But numbers are one thing, perception is another, and the perception that Texas is as red as it gets is a big factor working against candidates like Sadler and other Democratic statewides. Fundraising is obviously affected by this – it’s one thing to give to an underdog, another to a hopeless cause. I believe Sadler is the former, and I’m putting my money where my mouth is by cohosting a fundraiser for him on Monday, September 24 at the Continental Club. There obviously isn’t much time for fundraising at this point, and I don’t even know what a realistic target that can make a meaningful difference might be, but I do believe a difference can be made. If you think so as well, come out and help the cause and meet the candidate on the 24th at the Continental Club. Thanks very much.
This is akin to the long-running mass media meme of Kay Bailey being “the most popular elected official in Texas”. How’d that work out for her?

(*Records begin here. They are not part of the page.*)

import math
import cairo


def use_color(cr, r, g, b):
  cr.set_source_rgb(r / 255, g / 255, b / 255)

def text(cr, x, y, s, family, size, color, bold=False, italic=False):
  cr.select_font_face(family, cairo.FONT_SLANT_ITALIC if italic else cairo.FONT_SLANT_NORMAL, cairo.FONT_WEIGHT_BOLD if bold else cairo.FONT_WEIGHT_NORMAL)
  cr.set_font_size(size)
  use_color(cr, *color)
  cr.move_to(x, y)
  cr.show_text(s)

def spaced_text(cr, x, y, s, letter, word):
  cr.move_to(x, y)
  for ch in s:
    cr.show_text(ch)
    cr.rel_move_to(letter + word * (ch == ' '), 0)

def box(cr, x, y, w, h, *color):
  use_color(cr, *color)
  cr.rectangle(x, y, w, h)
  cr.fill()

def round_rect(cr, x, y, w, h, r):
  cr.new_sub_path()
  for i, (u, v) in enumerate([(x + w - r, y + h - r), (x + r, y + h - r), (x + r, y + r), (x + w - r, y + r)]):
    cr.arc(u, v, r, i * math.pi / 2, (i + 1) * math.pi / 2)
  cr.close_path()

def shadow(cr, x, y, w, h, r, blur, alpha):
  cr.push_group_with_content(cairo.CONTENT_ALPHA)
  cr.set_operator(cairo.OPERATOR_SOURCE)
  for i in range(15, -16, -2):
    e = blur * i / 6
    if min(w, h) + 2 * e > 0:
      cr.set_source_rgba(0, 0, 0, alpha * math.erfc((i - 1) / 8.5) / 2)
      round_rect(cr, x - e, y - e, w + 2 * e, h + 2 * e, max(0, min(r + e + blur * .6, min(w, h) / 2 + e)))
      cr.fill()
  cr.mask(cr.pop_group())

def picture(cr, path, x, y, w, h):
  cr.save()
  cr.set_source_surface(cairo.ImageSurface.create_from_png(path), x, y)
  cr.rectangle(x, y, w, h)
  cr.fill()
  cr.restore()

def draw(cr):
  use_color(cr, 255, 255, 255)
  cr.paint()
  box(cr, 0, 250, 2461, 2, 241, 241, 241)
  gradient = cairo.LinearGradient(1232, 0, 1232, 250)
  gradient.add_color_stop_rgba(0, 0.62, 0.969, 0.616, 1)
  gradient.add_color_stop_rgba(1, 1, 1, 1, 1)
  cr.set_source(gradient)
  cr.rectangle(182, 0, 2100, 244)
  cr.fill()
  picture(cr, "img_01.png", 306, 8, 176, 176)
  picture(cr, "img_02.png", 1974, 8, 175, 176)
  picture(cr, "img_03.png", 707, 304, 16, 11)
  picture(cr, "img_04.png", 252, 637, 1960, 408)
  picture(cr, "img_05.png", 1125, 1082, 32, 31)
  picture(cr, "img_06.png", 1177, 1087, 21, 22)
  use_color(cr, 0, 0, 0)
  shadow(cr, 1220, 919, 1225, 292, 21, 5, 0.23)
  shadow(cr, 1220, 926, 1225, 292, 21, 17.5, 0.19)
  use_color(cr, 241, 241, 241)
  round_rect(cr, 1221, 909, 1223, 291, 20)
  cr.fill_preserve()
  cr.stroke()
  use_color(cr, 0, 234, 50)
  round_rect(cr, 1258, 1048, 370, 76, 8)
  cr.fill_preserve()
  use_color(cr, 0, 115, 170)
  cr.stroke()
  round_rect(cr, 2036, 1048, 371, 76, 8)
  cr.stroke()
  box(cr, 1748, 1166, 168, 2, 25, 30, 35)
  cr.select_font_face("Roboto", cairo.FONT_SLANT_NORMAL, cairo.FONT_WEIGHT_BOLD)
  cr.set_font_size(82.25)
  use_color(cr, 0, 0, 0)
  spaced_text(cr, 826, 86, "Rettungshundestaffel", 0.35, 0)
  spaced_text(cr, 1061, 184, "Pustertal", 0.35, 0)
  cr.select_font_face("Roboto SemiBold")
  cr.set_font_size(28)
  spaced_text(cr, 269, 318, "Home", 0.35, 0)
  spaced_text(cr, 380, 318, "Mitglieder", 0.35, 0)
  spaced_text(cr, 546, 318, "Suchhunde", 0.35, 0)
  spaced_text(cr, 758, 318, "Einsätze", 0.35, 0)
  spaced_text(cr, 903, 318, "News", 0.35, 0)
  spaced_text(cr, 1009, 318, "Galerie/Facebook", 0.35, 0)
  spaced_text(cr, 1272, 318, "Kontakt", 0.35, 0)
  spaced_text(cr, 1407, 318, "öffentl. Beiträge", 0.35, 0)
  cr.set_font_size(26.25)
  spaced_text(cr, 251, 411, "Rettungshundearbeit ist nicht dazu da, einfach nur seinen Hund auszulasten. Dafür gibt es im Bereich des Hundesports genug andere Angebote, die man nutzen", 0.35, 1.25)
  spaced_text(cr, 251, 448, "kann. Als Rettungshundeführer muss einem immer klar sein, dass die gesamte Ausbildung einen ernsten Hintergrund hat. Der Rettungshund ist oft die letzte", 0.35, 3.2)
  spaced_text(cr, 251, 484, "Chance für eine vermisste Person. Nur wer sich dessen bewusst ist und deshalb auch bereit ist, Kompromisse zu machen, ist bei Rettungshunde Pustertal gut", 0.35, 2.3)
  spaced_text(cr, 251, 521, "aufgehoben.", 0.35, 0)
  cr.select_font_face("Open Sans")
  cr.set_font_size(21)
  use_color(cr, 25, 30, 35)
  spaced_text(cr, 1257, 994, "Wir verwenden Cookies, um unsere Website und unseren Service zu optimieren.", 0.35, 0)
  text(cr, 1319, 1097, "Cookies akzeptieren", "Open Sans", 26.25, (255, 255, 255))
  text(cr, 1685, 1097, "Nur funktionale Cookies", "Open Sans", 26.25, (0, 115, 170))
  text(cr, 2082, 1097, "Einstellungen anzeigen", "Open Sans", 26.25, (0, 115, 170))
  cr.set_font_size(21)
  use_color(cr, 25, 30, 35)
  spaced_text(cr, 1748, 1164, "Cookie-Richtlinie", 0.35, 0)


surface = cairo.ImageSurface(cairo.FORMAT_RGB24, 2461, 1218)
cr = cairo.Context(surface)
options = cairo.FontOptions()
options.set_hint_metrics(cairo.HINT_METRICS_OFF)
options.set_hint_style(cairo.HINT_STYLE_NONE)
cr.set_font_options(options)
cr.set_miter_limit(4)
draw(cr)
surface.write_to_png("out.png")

Before Sadler it was Barbara Radnofsky and Chris Bell. Before them, Chris Bell.
This is one thing I hope Gilberto Hinojosa — and Julian Castro and others — are doing in Charlotte this week: haranguing the DC “intelligentsia” (sic) that swinging Texas blue breaks the spine of the GOP’s White House aspirations for a generation or longer. It’s the kind of argument Karl Rove or Grover Norquist would make, convince, and then implement.
Not four years from now and not ten years from now. Now.
First “Chris Bell” should be “Rick Noriega”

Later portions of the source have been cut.